I'm just guessing... but I'd say there is just enough difference in how the throttle is set from idle then faster between forward and reverse... Your real culprit is your motor hasn't warmed up yet. Bet if you started up and allowed it to idle for a minute or three...your problem would disappear.... Be glad you have a relatively new motor - those great old carbed 90 two strokes were notoriously hard starting in the morning -but after that they'd run and start -all day long...


----------



## Smackdaddy53 (Dec 31, 2012)

lemaymiami said:


> I'm just guessing... but I'd say there is just enough difference in how the throttle is set from idle then faster between forward and reverse... Your real culprit is your motor hasn't warmed up yet. Bet if you started up and allowed it to idle for a minute or three...your problem would disappear.... Be glad you have a relatively new motor - those great old carbed 90 two strokes were notoriously hard starting in the morning -but after that they'd run and start -all day long...


I did not think of that but I bet you are correct!


----------



## on_the_fly_ (Oct 8, 2021)

I took the boat out on Sunday morning (temperature was upper 50's), and I do believe the culprit in the past was the motor not having time to warm up properly. Here's why:

-90% of the time I have a fishing buddy with me, who will back the truck down the ramp while I'm in the boat. I pop the safety hook when the boat gets close to the water, and then as soon as the motor touches water I crank it up and bump it into reverse. Usually a pretty smooth process, assuming the motor doesn't stall out. Keep in mind the motor is going into reverse very soon after starting in this scenario. 

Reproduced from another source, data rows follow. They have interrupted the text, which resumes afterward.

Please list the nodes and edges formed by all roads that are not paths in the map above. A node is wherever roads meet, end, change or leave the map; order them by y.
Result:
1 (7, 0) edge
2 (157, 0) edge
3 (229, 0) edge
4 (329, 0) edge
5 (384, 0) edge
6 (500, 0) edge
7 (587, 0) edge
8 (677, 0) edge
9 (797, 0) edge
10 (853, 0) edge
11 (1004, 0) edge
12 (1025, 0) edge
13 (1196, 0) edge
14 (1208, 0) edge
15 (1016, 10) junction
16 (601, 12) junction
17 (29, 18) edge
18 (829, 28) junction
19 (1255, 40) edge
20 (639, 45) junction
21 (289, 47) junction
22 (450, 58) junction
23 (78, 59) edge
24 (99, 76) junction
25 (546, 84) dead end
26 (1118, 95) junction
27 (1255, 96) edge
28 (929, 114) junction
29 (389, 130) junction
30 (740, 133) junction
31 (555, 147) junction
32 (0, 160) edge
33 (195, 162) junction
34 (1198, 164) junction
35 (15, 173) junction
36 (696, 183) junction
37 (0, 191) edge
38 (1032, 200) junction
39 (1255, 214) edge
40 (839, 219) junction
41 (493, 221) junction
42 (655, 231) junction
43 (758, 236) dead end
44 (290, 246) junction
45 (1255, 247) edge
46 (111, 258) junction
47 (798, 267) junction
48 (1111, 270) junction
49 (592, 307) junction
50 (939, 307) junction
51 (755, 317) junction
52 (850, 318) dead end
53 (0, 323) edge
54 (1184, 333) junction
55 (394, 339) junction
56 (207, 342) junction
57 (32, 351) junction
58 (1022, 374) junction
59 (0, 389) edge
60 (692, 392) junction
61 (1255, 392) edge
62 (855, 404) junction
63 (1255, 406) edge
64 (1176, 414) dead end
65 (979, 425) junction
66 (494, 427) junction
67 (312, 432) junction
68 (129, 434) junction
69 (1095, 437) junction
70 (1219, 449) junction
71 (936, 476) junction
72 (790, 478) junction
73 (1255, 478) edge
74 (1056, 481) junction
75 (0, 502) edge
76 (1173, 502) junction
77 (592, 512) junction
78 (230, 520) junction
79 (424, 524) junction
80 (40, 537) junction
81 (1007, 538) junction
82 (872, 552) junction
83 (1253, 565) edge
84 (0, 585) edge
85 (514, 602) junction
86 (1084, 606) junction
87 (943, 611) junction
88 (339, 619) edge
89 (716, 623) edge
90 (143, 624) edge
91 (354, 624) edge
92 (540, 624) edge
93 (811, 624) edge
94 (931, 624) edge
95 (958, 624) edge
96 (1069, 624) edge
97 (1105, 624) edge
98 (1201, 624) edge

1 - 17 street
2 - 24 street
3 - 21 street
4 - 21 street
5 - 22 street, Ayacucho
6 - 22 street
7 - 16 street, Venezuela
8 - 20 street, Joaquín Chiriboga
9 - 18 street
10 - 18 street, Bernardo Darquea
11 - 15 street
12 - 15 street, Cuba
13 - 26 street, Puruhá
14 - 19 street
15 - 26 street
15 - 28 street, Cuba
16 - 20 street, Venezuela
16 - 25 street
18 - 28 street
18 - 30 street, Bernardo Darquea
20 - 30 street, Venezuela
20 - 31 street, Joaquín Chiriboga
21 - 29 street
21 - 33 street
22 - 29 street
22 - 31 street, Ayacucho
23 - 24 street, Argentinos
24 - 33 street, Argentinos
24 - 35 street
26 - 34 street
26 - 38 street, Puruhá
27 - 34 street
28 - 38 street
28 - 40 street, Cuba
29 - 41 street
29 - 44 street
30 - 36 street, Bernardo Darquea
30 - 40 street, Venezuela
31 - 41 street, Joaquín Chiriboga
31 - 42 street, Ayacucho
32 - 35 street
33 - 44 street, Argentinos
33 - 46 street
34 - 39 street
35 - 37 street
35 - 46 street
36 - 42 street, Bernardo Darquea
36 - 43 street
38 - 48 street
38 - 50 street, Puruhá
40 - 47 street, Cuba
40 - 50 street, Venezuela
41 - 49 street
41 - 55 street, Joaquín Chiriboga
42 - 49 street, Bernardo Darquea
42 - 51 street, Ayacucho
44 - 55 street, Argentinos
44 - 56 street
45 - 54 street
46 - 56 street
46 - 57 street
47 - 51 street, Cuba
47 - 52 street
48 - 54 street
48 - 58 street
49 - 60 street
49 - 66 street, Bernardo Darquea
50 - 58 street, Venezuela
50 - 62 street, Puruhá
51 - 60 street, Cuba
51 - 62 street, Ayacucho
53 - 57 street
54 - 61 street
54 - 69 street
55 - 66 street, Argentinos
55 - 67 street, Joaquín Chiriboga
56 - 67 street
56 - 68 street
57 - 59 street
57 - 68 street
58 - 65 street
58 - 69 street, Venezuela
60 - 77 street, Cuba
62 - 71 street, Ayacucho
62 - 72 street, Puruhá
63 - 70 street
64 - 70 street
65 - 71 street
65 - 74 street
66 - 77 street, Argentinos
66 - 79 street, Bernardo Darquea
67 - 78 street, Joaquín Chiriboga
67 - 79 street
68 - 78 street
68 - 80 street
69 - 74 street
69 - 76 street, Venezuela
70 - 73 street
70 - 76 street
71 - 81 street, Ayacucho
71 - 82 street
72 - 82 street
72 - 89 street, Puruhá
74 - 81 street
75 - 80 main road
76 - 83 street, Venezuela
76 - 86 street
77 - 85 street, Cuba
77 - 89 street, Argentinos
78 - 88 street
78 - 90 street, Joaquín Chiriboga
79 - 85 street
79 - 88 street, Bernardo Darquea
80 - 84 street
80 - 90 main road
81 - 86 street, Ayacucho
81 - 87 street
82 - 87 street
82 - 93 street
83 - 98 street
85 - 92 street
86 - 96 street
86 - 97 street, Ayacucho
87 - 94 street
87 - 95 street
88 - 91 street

-The other 10% of the time I fish I am by myself, so I have to take a different approach to launching the skiff (and was the case this weekend). On Sunday morning I backed the trailer down and cranked the motor up, letting it idle for a few minutes since no other boats were waiting. I got on the throttle pretty hard to get the boat off the trailer, and the motor handled it just fine. Definitely gave it more juice than the scenario where a buddy is backing the trailer down, but having a couple minutes to warm up seems to be all she wanted.


----------